### What you need to do
The records that follow must be printed exactly as they are.
Source records Block Start
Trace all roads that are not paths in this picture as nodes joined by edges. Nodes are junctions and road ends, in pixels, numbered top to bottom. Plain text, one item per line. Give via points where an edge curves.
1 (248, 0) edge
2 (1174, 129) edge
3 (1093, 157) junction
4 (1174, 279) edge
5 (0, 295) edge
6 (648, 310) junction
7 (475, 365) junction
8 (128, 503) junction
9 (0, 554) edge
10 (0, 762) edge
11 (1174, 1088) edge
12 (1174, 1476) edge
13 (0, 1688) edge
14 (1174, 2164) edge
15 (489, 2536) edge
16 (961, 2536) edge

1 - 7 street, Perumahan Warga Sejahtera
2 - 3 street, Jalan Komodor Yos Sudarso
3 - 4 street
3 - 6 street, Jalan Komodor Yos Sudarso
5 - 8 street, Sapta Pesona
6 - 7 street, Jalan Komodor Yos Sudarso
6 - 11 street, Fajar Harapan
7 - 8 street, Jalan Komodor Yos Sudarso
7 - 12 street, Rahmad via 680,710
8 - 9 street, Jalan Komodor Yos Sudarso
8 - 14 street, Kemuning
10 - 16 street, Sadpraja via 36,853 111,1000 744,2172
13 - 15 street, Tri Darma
Source records Block End
### Answer below
Trace all roads that are not paths in this picture as nodes joined by edges. Nodes are junctions and road ends, in pixels, numbered top to bottom. Plain text, one item per line. Give via points where an edge curves.
1 (248, 0) edge
2 (1174, 129) edge
3 (1093, 157) junction
4 (1174, 279) edge
5 (0, 295) edge
6 (648, 310) junction
7 (475, 365) junction
8 (128, 503) junction
9 (0, 554) edge
10 (0, 762) edge
11 (1174, 1088) edge
12 (1174, 1476) edge
13 (0, 1688) edge
14 (1174, 2164) edge
15 (489, 2536) edge
16 (961, 2536) edge

1 - 7 street, Perumahan Warga Sejahtera
2 - 3 street, Jalan Komodor Yos Sudarso
3 - 4 street
3 - 6 street, Jalan Komodor Yos Sudarso
5 - 8 street, Sapta Pesona
6 - 7 street, Jalan Komodor Yos Sudarso
6 - 11 street, Fajar Harapan
7 - 8 street, Jalan Komodor Yos Sudarso
7 - 12 street, Rahmad via 680,710
8 - 9 street, Jalan Komodor Yos Sudarso
8 - 14 street, Kemuning
10 - 16 street, Sadpraja via 36,853 111,1000 744,2172
13 - 15 street, Tri Darma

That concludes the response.